=== Begin Enclosure ===

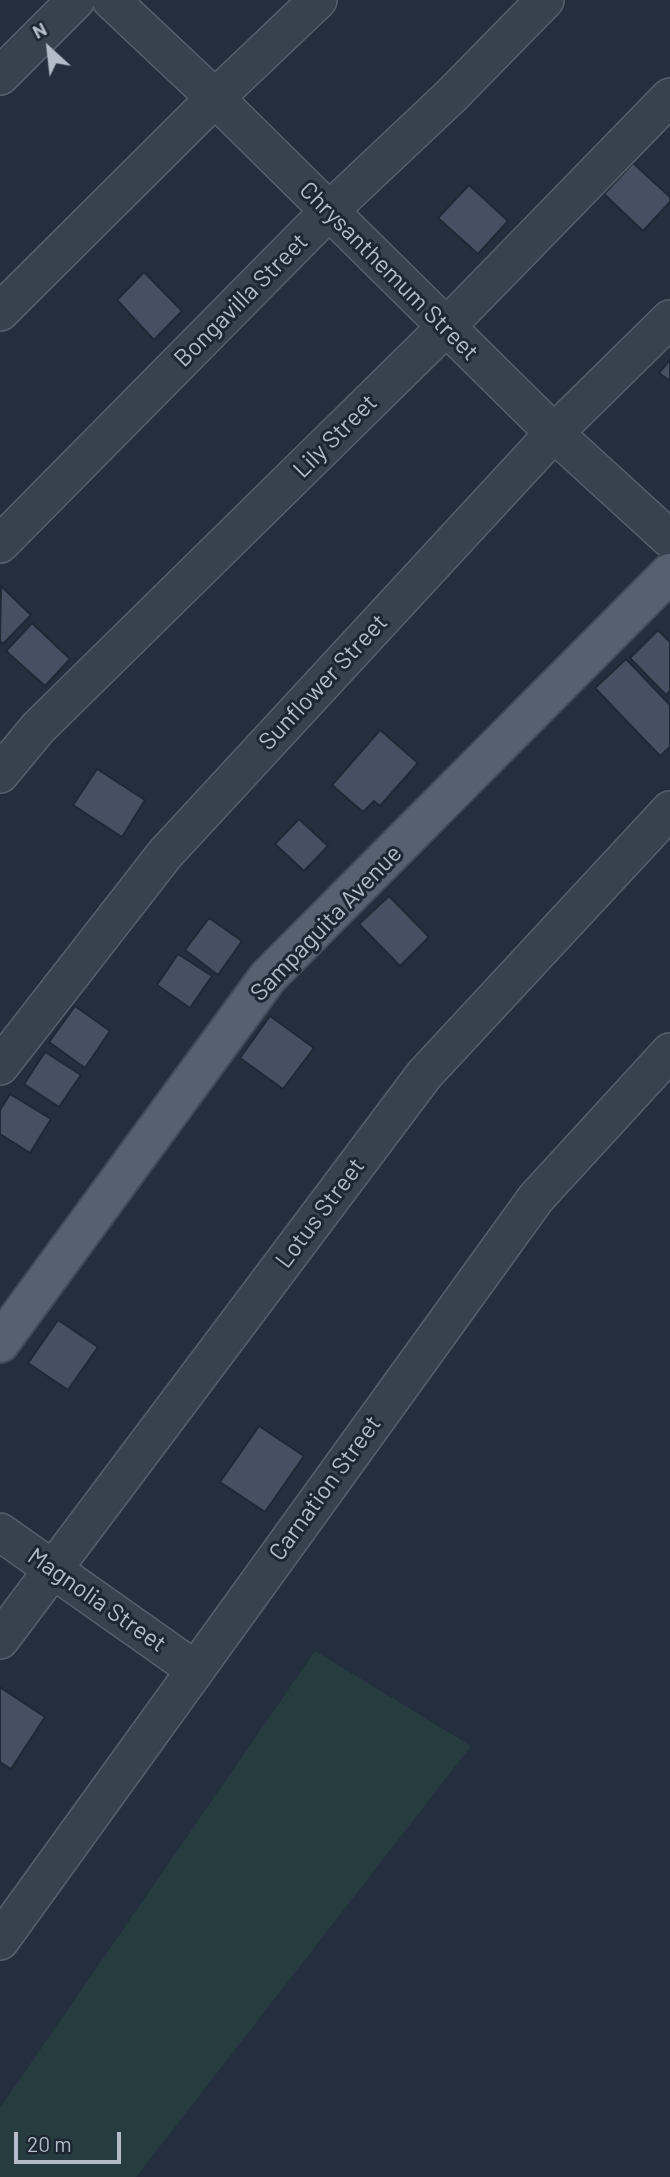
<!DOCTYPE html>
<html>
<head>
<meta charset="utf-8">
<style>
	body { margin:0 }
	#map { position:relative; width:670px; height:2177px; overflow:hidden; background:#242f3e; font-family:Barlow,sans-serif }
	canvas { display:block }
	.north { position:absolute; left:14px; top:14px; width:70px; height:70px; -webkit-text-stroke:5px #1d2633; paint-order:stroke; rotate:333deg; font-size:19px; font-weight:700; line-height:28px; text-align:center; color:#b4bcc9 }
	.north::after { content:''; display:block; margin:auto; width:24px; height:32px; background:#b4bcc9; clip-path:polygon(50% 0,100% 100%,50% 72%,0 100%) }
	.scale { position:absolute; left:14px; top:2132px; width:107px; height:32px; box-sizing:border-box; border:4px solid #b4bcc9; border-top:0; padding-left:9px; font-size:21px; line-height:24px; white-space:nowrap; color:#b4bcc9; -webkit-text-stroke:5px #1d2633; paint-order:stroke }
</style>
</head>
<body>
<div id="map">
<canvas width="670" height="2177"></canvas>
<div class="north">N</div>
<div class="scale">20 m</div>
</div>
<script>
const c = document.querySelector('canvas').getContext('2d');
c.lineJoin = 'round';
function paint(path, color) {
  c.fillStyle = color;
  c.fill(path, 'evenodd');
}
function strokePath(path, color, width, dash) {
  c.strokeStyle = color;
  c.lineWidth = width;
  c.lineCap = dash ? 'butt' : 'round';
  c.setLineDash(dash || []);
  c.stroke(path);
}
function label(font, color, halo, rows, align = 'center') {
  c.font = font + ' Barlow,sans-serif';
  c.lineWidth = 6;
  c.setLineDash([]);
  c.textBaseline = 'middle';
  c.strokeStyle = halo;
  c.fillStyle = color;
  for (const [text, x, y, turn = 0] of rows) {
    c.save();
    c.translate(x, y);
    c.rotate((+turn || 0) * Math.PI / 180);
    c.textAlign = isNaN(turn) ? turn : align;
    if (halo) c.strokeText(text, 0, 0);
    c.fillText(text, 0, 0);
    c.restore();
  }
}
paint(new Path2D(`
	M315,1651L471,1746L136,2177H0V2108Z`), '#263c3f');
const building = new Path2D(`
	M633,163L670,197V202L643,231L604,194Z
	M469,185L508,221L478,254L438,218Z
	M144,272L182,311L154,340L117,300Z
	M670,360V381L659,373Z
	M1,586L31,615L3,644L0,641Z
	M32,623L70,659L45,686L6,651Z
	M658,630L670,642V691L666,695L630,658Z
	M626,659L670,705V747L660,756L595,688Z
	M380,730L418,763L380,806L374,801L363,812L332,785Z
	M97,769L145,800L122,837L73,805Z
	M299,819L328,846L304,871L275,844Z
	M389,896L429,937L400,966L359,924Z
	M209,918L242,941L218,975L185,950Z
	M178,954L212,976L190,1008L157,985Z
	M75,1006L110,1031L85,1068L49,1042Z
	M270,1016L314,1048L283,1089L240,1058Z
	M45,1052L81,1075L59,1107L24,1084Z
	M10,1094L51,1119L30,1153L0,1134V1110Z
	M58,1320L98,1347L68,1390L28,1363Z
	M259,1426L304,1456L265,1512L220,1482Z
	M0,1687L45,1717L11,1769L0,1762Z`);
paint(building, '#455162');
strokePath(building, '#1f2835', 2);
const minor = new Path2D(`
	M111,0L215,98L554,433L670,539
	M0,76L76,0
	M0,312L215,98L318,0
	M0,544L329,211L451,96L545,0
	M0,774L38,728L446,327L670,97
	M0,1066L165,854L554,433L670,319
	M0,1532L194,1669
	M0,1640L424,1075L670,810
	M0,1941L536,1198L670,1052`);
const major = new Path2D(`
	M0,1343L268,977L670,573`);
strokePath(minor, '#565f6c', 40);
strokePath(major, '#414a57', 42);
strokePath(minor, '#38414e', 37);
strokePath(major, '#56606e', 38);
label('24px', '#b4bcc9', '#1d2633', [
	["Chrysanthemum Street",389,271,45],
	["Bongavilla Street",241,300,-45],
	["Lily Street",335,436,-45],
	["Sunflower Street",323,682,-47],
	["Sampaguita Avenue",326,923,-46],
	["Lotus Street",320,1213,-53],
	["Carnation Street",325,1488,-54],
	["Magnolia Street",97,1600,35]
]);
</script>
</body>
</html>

=== End Enclosure ===

EXERCISE BRIEF
The output must consist solely of the lines from the one containing "M633,163L670,197V202L643,231L604,194Z" through the end of the listing, unaltered.

EXPECTED ANSWER
	M633,163L670,197V202L643,231L604,194Z
	M469,185L508,221L478,254L438,218Z
	M144,272L182,311L154,340L117,300Z
	M670,360V381L659,373Z
	M1,586L31,615L3,644L0,641Z
	M32,623L70,659L45,686L6,651Z
	M658,630L670,642V691L666,695L630,658Z
	M626,659L670,705V747L660,756L595,688Z
	M380,730L418,763L380,806L374,801L363,812L332,785Z
	M97,769L145,800L122,837L73,805Z
	M299,819L328,846L304,871L275,844Z
	M389,896L429,937L400,966L359,924Z
	M209,918L242,941L218,975L185,950Z
	M178,954L212,976L190,1008L157,985Z
	M75,1006L110,1031L85,1068L49,1042Z
	M270,1016L314,1048L283,1089L240,1058Z
	M45,1052L81,1075L59,1107L24,1084Z
	M10,1094L51,1119L30,1153L0,1134V1110Z
	M58,1320L98,1347L68,1390L28,1363Z
	M259,1426L304,1456L265,1512L220,1482Z
	M0,1687L45,1717L11,1769L0,1762Z`);
paint(building, '#455162');
strokePath(building, '#1f2835', 2);
const minor = new Path2D(`
	M111,0L215,98L554,433L670,539
	M0,76L76,0
	M0,312L215,98L318,0
	M0,544L329,211L451,96L545,0
	M0,774L38,728L446,327L670,97
	M0,1066L165,854L554,433L670,319
	M0,1532L194,1669
	M0,1640L424,1075L670,810
	M0,1941L536,1198L670,1052`);
const major = new Path2D(`
	M0,1343L268,977L670,573`);
strokePath(minor, '#565f6c', 40);
strokePath(major, '#414a57', 42);
strokePath(minor, '#38414e', 37);
strokePath(major, '#56606e', 38);
label('24px', '#b4bcc9', '#1d2633', [
	["Chrysanthemum Street",389,271,45],
	["Bongavilla Street",241,300,-45],
	["Lily Street",335,436,-45],
	["Sunflower Street",323,682,-47],
	["Sampaguita Avenue",326,923,-46],
	["Lotus Street",320,1213,-53],
	["Carnation Street",325,1488,-54],
	["Magnolia Street",97,1600,35]
]);
</script>
</body>
</html>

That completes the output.